They’re back with a Wang!
On the eve of the release of a new album, Jane Clinton talks band names with Wang Chung’s Nick Feldman
16 May, 2019 — By Jane Clinton
Wang Chung: Jack Hues, left, and Nick Feldman
NICK Feldman, one half of 80s new-wave band, Wang Chung, and former Camden stalwart is recalling the bizarre and many interpretations of the band’s name over the years.
For some reason the “verb” “to Wang Chung” captured the public imagination. There have since been many comical interpretations of what it means.
“If you look in the urban dictionary, there are many derivations,” laughs Feldman, who with Jack Hues made up the band.
Nick points out: “One meaning is the action of sitting on your own testicles!”
Others include to gently strum a guitar.
It all came about when a singer on their single Everybody Have Fun Tonight (which made No 2 in the US Billboard charts in 1986) ad libbed and sang “everybody Wang Chung tonight”.
A quick trawl of YouTube will throw up compilations of the numerous places where “to Wang Chung” has been referenced: everything from The Simpsons to Cheers.
The band’s music has also been used in television, films, adverts and even computer games including Sex and the City and The Walking Dead. There is a sense that they have remained present despite not dominating the charts.
This could well be about to change with the release of their latest album – Orchesography. Recorded in Prague with the Prague Philharmonic Orchestra, there are orchestral versions of all the hits, including their first single from it, Dance Hall Days.
Nick, who went to school in Highgate and for many years lived in the heart of Camden, admits that working with the orchestra on the band’s songs was a thrill.
Both he and Jack were very hands-on in the process working with the arranger.
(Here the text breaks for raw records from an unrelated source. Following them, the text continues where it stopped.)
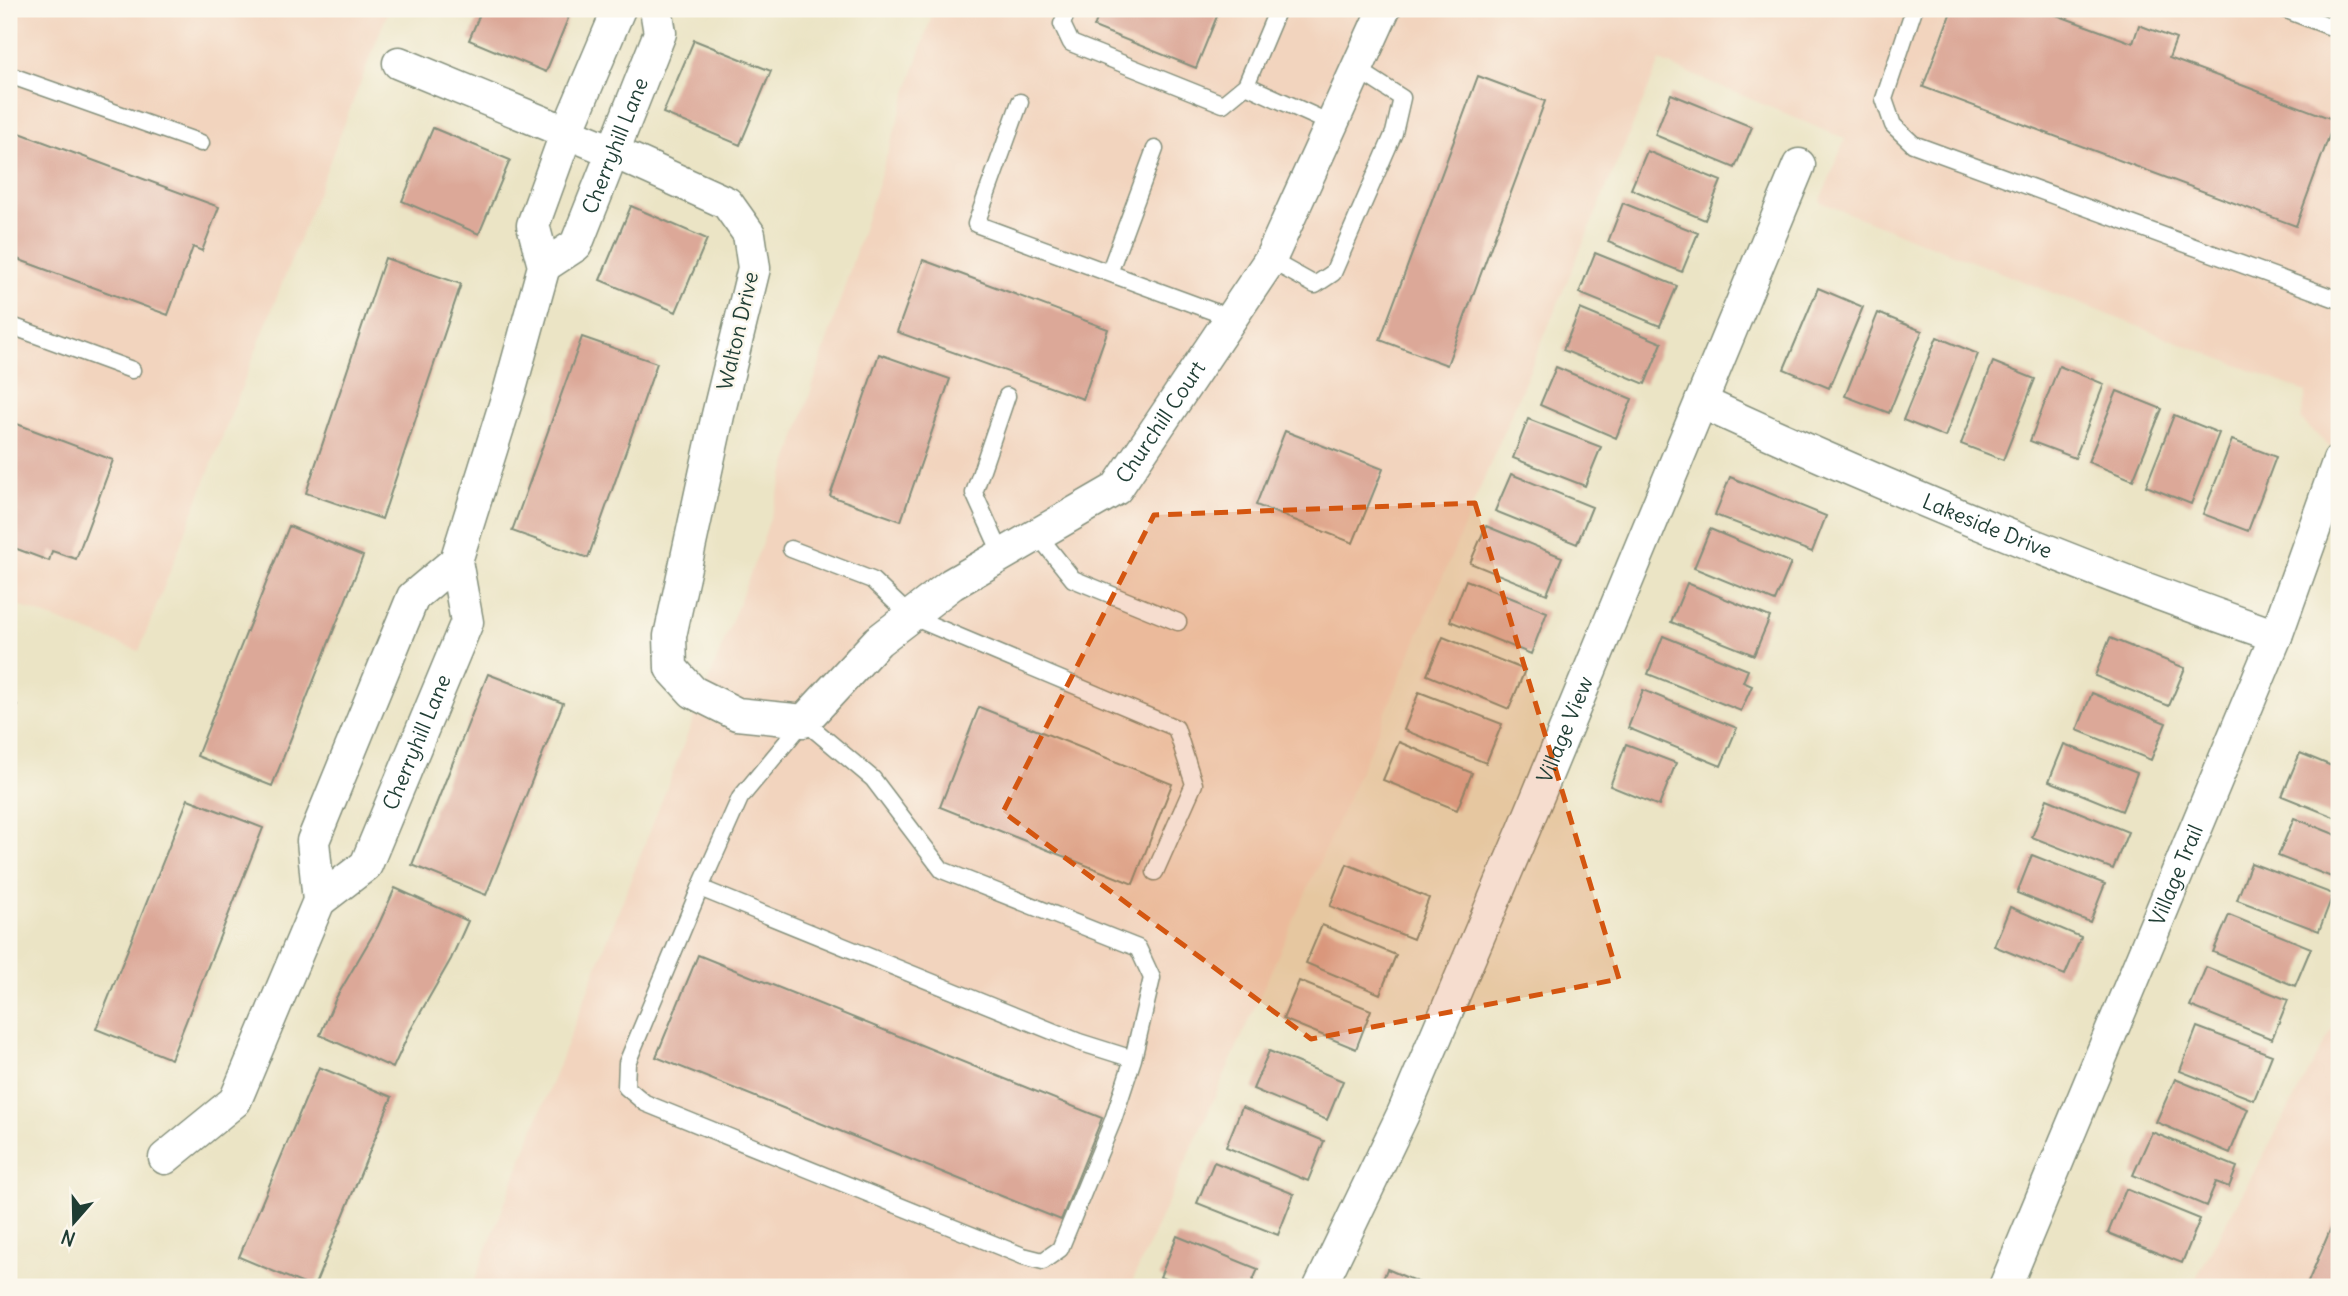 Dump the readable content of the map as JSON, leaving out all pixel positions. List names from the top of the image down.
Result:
{
  "streets": {
    "street": [
      "Cherryhill Lane",
      "Walton Drive",
      "Churchill Court",
      "Lakeside Drive",
      "Village View",
      "Village Trail"
    ]
  },
  "crossings": [
    ["Cherryhill Lane", "Walton Drive"],
    ["Walton Drive", "Churchill Court"],
    ["Lakeside Drive", "Village View"],
    ["Lakeside Drive", "Village Trail"]
  ],
  "north": "bottom"
} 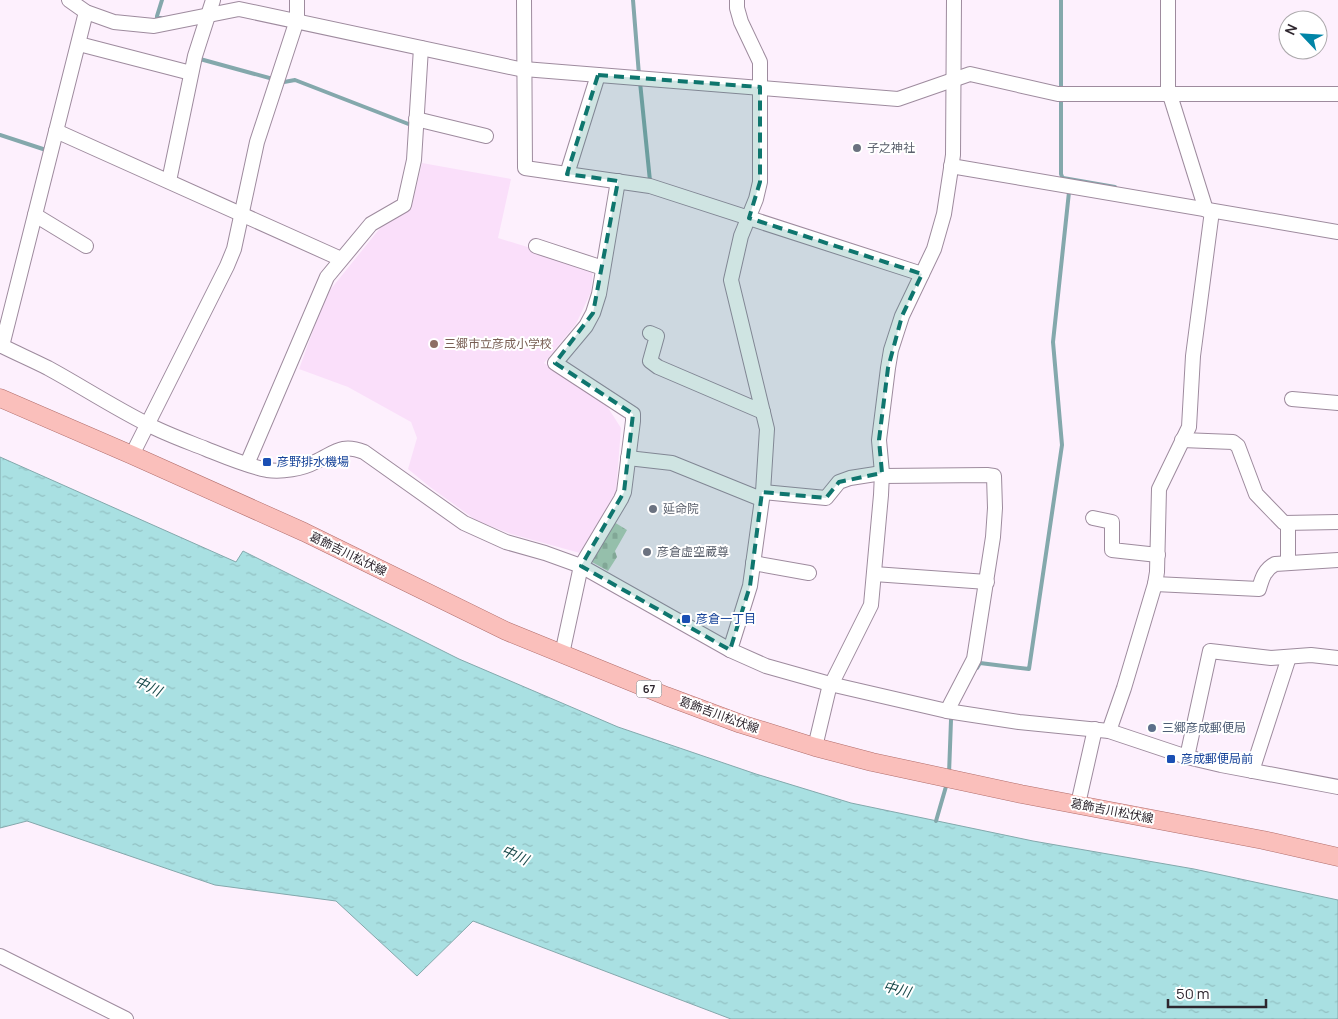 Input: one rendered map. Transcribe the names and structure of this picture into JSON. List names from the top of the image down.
{
  "streets": {
    "main road": ["葛飾吉川松伏線", "67"]
  },
  "water": ["中川"],
  "places": {
    "other": [
      "子之神社",
      "三郷市立彦成小学校",
      "延命院",
      "彦倉虚空蔵尊",
      "三郷彦成郵便局"
    ],
    "transit": ["彦野排水機場", "彦倉一丁目", "彦成郵便局前"]
  },
  "scale_bar": "50 m",
  "north": "top left"
} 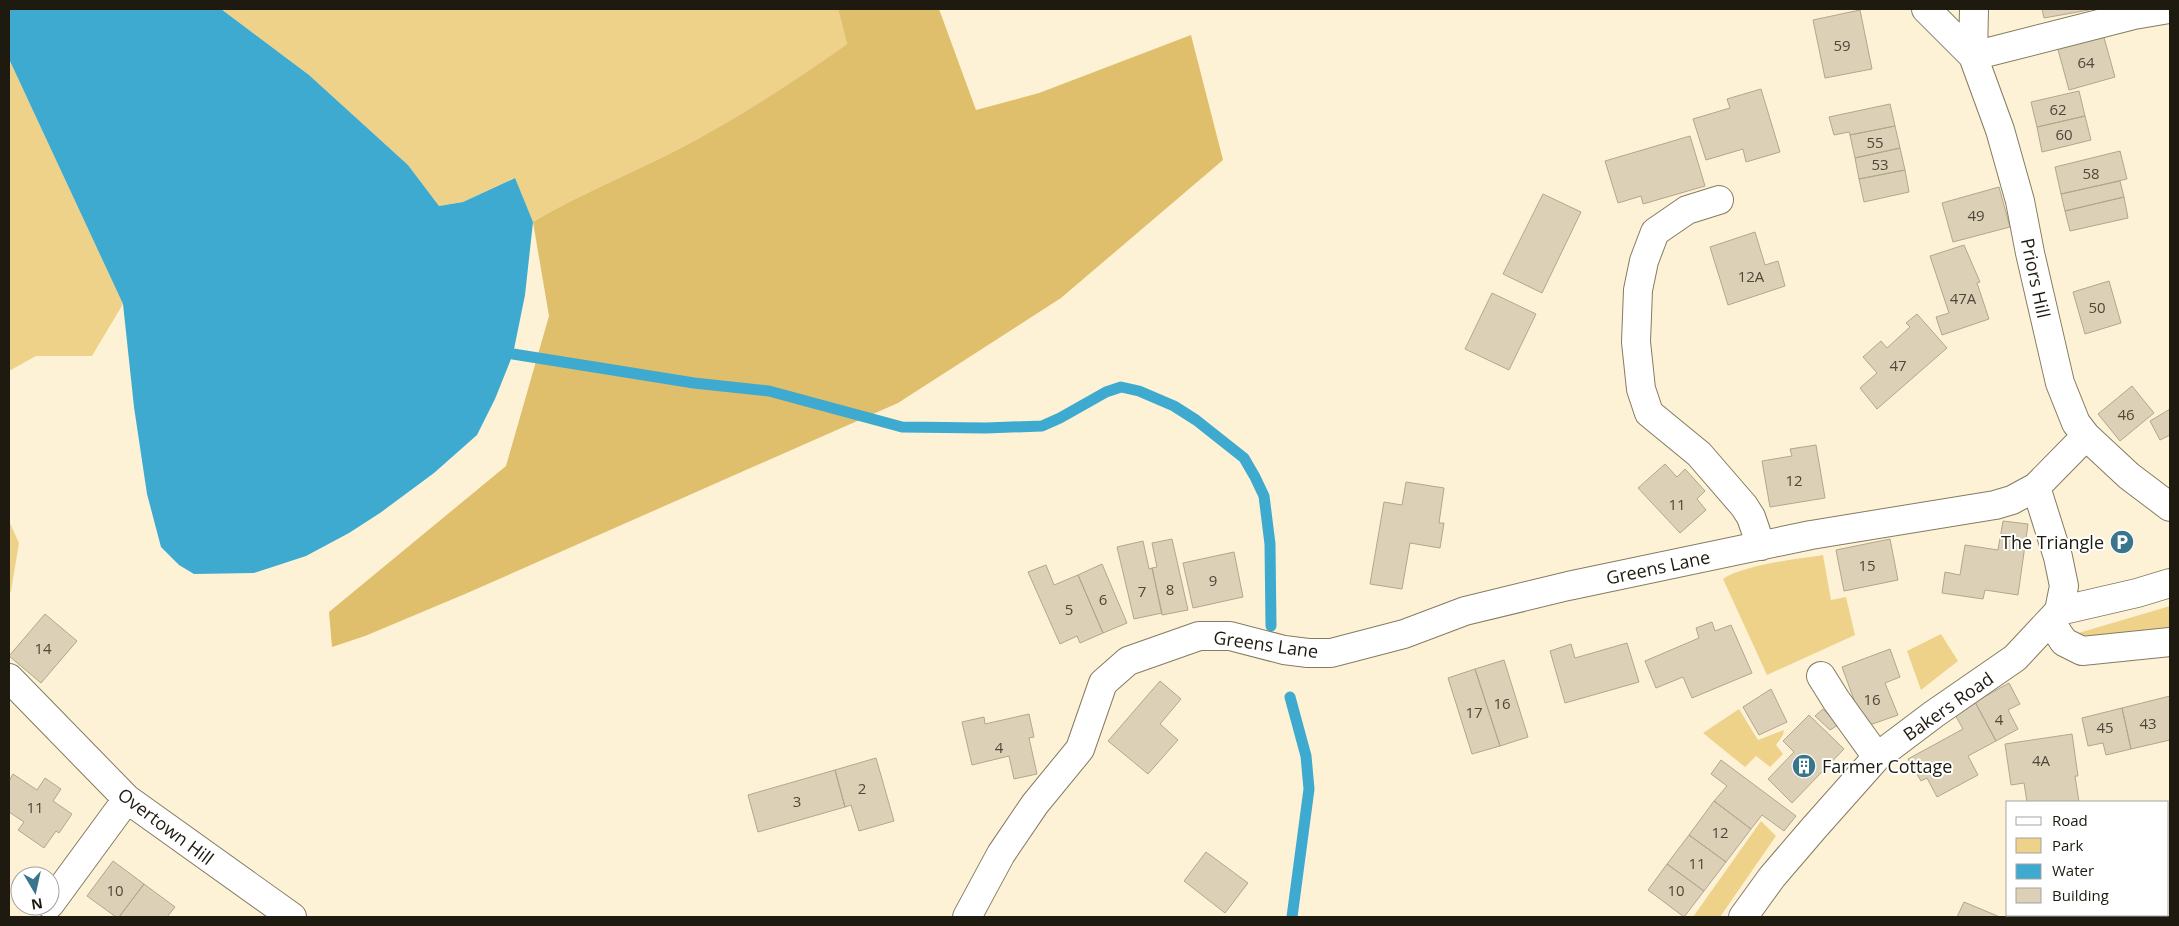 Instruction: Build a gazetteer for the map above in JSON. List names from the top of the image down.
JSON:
{
  "streets": {
    "street": [
      "Priors Hill",
      "Greens Lane",
      "Bakers Road",
      "Overtown Hill"
    ]
  },
  "crossings": [
    ["Priors Hill", "Greens Lane"]
  ],
  "places": {
    "parking": ["The Triangle"],
    "building": ["Farmer Cottage"]
  },
  "house_numbers": [
    "59",
    "64",
    "62",
    "60",
    "55",
    "53",
    "58",
    "49",
    "12A",
    "47A",
    "50",
    "47",
    "46",
    "12",
    "11",
    "15",
    "9",
    "8",
    "7",
    "6",
    "5",
    "14",
    "16",
    "16",
    "17",
    "4",
    "43",
    "45",
    "4",
    "4A",
    "2",
    "3",
    "11",
    "12",
    "11",
    "10",
    "10"
  ],
  "legend": [
    "Road",
    "Park",
    "Water",
    "Building"
  ],
  "north": "bottom"
}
“We are really pleased with the finished result and we do feel very invested in it,” says Nick
Wang Chung was formed when Jack responded to an advert placed by Nick in the classified section of Melody Maker back in 1977. After a few iterations with various different members, Huang Chung (as it was then known) was launched with Nick, Jack and Darren Costin on drums.
The name of the band came about when Jack was reading a book about the German electronic composer Stockhausen.
Nick takes up the story: “There was a footnote in one of the chapters which was about this thing called Huang Chang, which means – and I am being very reductive – perfect pitch in Chinese music. The Ming emperors would employ court musicians to achieve Huang Chang, which would bring peace to the kingdom and make them invincible in battle. We quite liked it.”
Eventually they changed it to Wang Chung to make the pronunciation easier for English speakers.
It proved a good move and the band enjoyed much success, particularly in the US.
In 1989 the band split. Nick started working with Hampstead resident Jon Moss from Culture Club in the band Promised Land.
After about a year, however, Nick and Jack were working together again. “Jack produced some of the acts I was A&R-ing,” he explains.
As well as moving into A&R, Nick, whose aunt was the legendary actor Fenella Fielding, worked as a regional judge on The Voice UK.
This latest idea for the orchestral album came when the band were approached by record label August Day and John Bryan.
“When it was first mooted I was really keen,” says Nick. “It could be another colour in our rainbow, if you like. We have always been quite varied in our work, like a laboratory of ideas.”
For Nick, whose son Max now lives in his old Camden home, the interest in the band continues to surprise him.
“The whole thing is bizarre. I never thought back then that we would all be doing stuff with Wang Chang so many years later.”